→ **EXERCISE DATA**
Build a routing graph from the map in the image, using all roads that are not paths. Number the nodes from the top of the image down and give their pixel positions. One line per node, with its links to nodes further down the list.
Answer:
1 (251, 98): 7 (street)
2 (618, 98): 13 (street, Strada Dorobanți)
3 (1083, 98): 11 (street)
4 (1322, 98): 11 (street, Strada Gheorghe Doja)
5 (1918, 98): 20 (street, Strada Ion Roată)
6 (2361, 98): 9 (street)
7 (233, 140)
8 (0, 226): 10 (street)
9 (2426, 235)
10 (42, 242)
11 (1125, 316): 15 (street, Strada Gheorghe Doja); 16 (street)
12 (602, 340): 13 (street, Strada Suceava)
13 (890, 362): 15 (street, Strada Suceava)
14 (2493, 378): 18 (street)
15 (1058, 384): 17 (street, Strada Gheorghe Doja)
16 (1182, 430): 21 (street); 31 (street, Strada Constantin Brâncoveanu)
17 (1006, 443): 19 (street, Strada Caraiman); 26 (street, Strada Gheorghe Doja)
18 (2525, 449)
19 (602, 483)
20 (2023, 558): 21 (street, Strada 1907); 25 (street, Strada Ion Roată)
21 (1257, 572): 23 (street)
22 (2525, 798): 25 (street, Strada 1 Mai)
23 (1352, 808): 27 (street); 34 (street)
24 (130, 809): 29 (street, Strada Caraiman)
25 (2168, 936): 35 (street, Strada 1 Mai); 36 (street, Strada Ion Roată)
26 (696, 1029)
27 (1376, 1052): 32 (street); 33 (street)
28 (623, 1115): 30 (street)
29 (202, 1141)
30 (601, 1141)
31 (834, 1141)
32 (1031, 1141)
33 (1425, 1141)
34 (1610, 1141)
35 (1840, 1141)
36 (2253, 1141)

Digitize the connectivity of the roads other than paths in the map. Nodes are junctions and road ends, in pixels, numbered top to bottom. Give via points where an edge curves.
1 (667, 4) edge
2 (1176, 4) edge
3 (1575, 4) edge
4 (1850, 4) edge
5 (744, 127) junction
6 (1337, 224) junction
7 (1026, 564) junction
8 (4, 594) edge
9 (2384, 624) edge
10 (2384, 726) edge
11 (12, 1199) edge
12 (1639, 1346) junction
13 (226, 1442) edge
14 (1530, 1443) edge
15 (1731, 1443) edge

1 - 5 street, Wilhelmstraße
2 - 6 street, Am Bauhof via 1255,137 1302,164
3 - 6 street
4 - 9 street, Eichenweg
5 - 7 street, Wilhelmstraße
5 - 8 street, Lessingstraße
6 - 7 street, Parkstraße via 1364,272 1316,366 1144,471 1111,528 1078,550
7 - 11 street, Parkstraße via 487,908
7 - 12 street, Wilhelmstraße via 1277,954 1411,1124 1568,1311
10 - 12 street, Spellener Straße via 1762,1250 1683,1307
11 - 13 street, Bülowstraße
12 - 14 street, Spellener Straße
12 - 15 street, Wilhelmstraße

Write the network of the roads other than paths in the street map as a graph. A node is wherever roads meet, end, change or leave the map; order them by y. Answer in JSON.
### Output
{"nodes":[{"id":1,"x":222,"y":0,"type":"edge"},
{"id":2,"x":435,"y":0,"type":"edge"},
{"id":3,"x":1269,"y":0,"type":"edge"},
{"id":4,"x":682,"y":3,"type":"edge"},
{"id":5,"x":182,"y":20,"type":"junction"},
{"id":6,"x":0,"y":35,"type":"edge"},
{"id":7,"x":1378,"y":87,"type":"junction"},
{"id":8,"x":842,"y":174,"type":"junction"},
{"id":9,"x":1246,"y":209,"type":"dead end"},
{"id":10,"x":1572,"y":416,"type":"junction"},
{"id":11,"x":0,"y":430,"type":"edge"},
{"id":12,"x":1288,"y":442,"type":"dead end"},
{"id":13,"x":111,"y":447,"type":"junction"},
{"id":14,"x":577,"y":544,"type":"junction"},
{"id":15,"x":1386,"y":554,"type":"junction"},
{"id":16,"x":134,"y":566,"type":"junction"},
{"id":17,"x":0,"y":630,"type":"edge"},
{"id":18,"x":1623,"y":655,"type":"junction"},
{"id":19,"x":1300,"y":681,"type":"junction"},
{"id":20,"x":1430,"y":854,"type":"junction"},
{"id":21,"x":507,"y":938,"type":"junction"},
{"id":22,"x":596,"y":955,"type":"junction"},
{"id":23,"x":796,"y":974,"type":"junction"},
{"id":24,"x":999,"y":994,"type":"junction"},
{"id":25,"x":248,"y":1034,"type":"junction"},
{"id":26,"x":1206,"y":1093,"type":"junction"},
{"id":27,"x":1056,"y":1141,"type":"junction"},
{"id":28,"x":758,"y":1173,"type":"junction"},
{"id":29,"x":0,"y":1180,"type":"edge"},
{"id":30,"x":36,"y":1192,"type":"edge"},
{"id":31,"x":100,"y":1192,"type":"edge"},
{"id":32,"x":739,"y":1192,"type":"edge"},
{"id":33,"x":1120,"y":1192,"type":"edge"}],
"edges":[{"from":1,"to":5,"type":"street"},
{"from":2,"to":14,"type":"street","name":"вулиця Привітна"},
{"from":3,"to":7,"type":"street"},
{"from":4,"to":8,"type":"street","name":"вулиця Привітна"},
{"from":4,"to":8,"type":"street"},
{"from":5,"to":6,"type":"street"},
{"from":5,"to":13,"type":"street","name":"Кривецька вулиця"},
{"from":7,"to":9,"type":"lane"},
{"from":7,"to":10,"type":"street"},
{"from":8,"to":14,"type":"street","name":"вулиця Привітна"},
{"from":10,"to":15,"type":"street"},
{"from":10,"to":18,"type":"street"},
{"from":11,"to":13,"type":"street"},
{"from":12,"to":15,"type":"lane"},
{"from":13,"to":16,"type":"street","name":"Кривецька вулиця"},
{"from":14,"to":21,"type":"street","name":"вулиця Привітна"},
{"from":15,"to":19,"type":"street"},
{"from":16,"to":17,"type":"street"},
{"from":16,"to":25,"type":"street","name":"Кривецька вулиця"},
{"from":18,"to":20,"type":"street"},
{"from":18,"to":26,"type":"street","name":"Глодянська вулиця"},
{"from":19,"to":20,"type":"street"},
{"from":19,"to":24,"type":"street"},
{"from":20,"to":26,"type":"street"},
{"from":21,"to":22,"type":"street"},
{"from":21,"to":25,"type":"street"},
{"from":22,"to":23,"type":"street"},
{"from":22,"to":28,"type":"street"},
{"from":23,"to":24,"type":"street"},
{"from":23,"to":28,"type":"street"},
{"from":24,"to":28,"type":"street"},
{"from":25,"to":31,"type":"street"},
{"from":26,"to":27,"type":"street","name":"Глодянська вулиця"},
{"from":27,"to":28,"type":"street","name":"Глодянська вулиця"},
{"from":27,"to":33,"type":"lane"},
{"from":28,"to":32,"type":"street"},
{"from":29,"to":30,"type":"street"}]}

→ **EXERCISE BRIEF**
For the word "Глодянська", how many lines in the records above contain it? Answer with the number and nothing else.

→ **YOUR RESPONSE**
3